He says AWS is investing in projects like leak repairs, rainwater harvesting, and using treated wastewater for cooling. In Virginia, the company is working with farmers to reduce nutrient pollution in Chesapeake Bay, the largest estuary in the US.
In South Africa and India - where AWS doesn't use water for cooling - the company is still investing in water access and quality initiatives.
In the Americas, Mr Hewes says, water is only used on about 10% of the hottest days each year.
Still, the numbers add up. A single AI query - for example, a request to ChatGPT - can use about as much water as a small bottle you'd buy from the corner shop. Multiply that by billions of queries a day, and the scale becomes clear.
Prof Rajiv Garg teaches cloud computing at Emory University in Atlanta. He says these data centres aren't going away - if anything, they're becoming the backbone of modern life.
"There's no turning back," Prof Garg says.
But there is a path forward. The key, he argues, is long-term thinking: smarter cooling systems, rainwater harvesting, and more efficient infrastructure.

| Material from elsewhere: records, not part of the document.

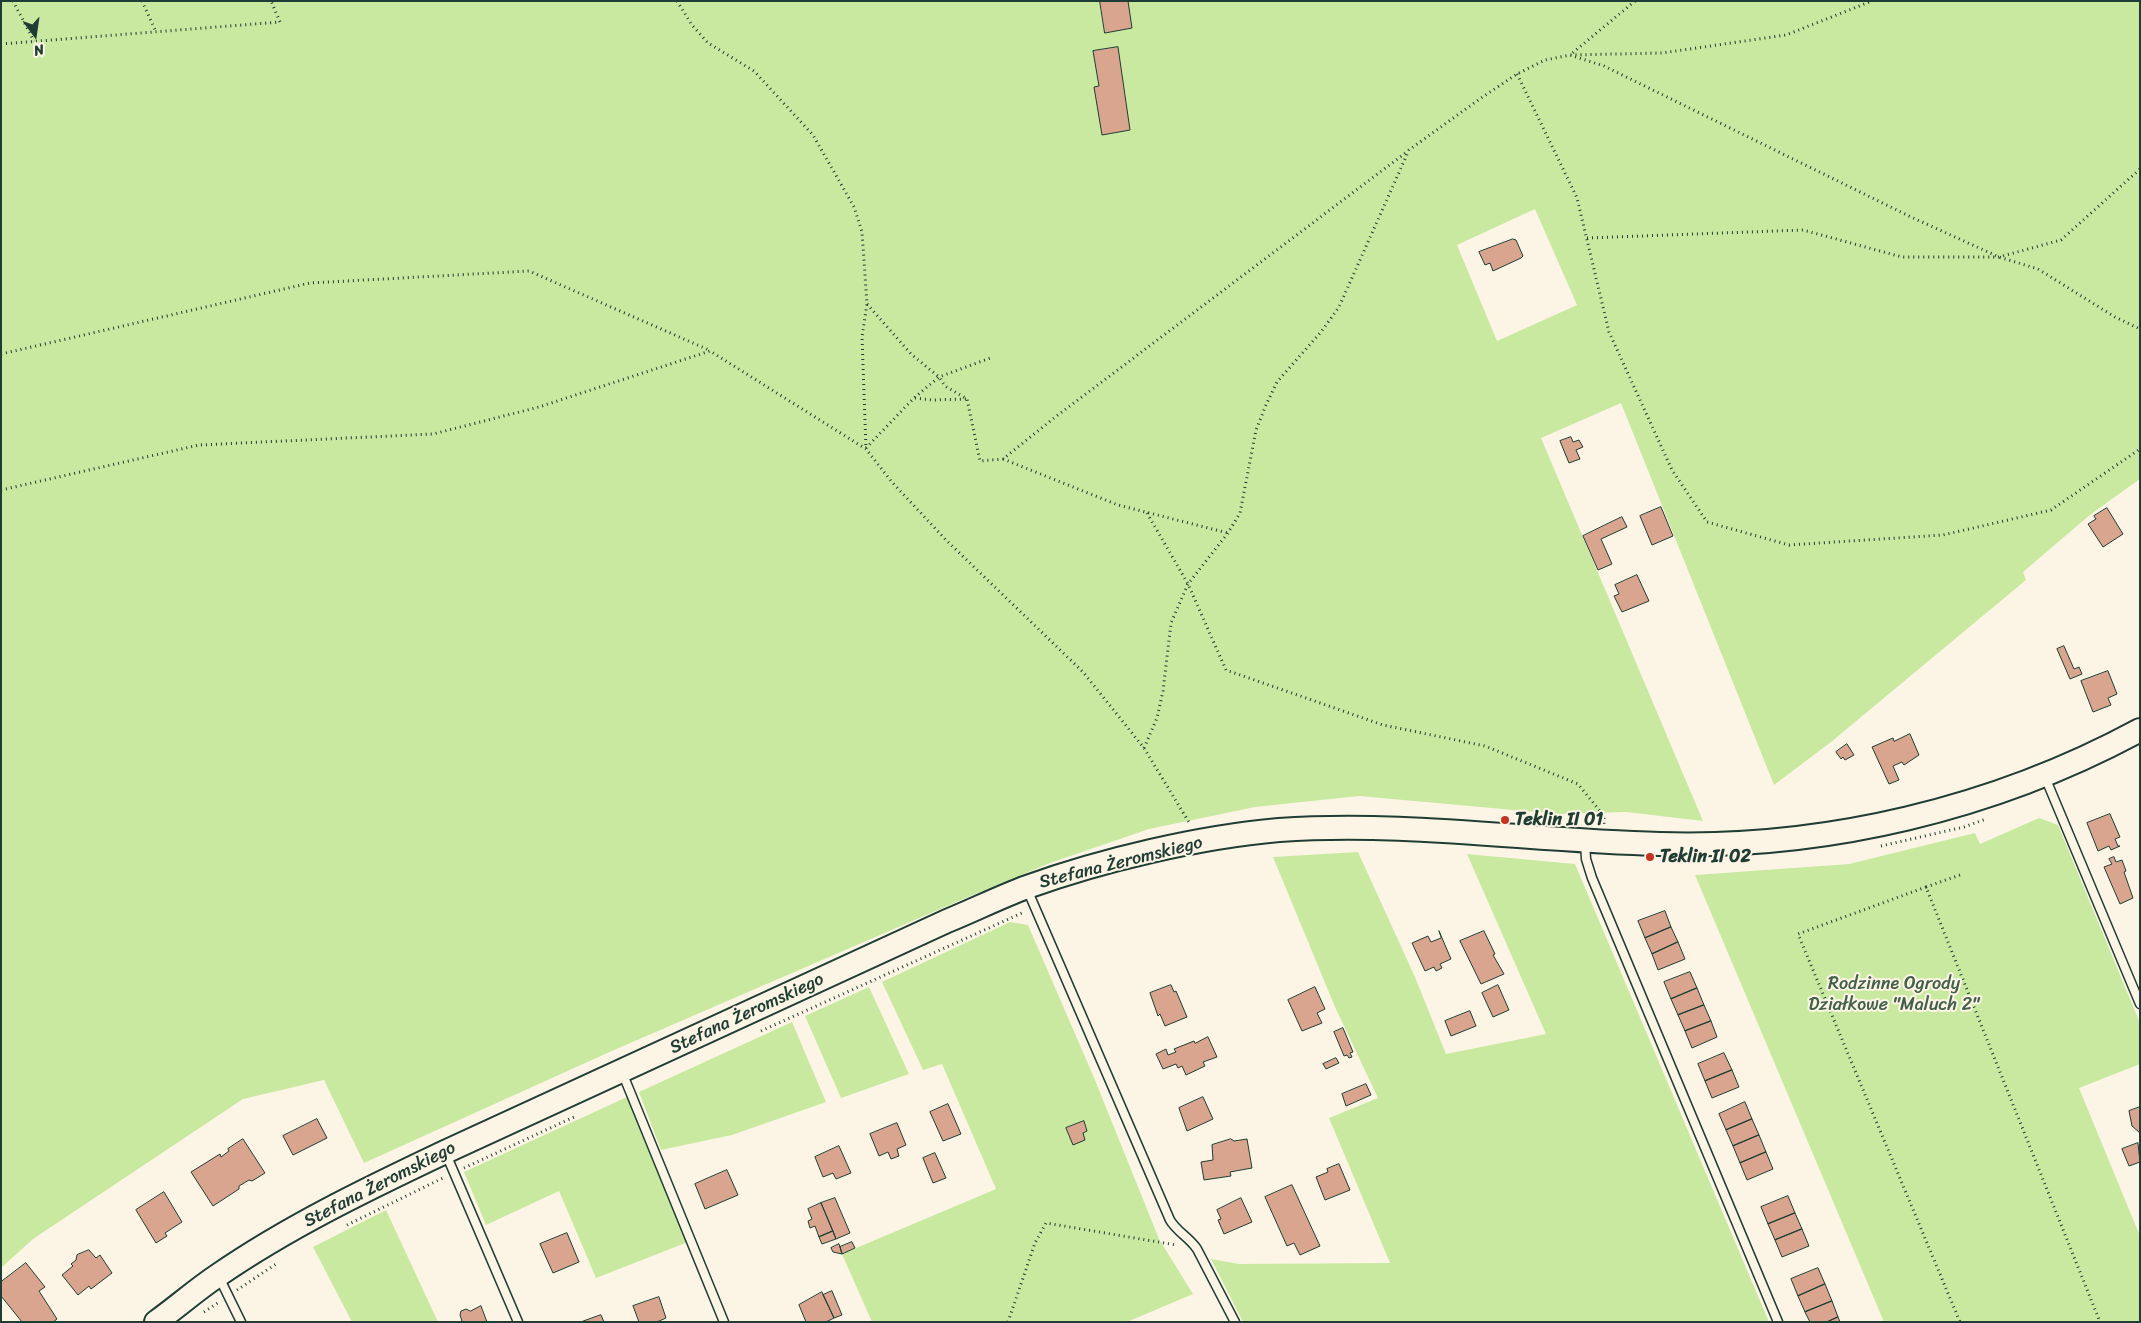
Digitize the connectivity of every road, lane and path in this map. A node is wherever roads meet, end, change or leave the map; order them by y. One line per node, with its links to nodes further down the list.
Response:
1 (13, 1): 8 (path)
2 (142, 1): 7 (path)
3 (271, 1): 7 (path)
4 (678, 1): 16 (path)
5 (1635, 1): 10 (path)
6 (1872, 1): 10 (path)
7 (156, 32): 8 (path)
8 (34, 41): 9 (path)
9 (1, 44)
10 (1570, 55): 11 (path); 15 (path)
11 (1517, 74): 12 (path); 14 (path)
12 (1409, 150): 26 (path); 29 (path)
13 (2140, 169): 15 (path)
14 (1587, 238): 15 (path); 25 (path)
15 (1999, 257): 17 (path)
16 (867, 304): 21 (path); 24 (path)
17 (2140, 328)
18 (710, 351): 19 (path); 24 (path); 27 (path)
19 (1, 354)
20 (993, 357): 21 (path)
21 (939, 377): 22 (path); 23 (path)
22 (914, 398): 23 (path); 24 (path)
23 (967, 399): 26 (path)
24 (866, 449): 32 (path)
25 (2140, 449)
26 (1003, 459): 28 (path)
27 (1, 490)
28 (1147, 512): 29 (path); 30 (path)
29 (1228, 533): 30 (path)
30 (1188, 584): 32 (path); 35 (path)
31 (2140, 730): 33 (main road, Stefana Żeromskiego)
32 (1144, 748): 36 (path)
33 (2044, 776): 35 (main road, Stefana Żeromskiego); 41 (lane)
34 (1990, 817): 37 (path)
35 (1594, 841): 36 (main road, Stefana Żeromskiego); 59 (lane)
36 (1200, 842): 40 (main road, Stefana Żeromskiego)
37 (1874, 847)
38 (1960, 875): 39 (path)
39 (1926, 887): 60 (path); 61 (path)
40 (1031, 897): 42 (path); 43 (main road, Stefana Żeromskiego); 48 (lane)
41 (2140, 1004)
42 (753, 1034)
43 (622, 1072): 45 (main road, Stefana Żeromskiego); 56 (lane)
44 (578, 1115): 46 (path)
45 (445, 1152): 46 (lane); 50 (main road, Stefana Żeromskiego)
46 (455, 1172): 47 (path); 55 (lane)
47 (340, 1228)
48 (1197, 1249): 57 (path); 58 (lane)
49 (283, 1259): 51 (path)
50 (218, 1276): 51 (lane); 53 (main road, Stefana Żeromskiego)
51 (228, 1295): 52 (path); 54 (lane)
52 (198, 1316)
53 (156, 1322)
54 (241, 1322)
55 (518, 1322)
56 (724, 1322)
57 (1008, 1322)
58 (1235, 1322)
59 (1778, 1322)
60 (1960, 1322)
61 (2100, 1322)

In the short term, data centres will create "a huge strain", he admits. But the industry is starting to shift toward sustainability.
And yet, that's little consolation to homeowners like Beverly Morris - stuck between yesterday's dream and tomorrow's infrastructure.
Data centres have become more than just an industry trend - they're now part of national policy. President Donald Trump recently vowed to build the largest AI infrastructure project in history, calling it "a future powered by American data".
Back in Georgia, the sun beats down through thick humidity - a reminder of why the state is so attractive to data centre developers.
For locals, the future of tech is already here. And it's loud, thirsty, and sometimes hard to live next to.
As AI grows, the challenge is clear: how to power tomorrow's digital world without draining the most basic resource of all - water.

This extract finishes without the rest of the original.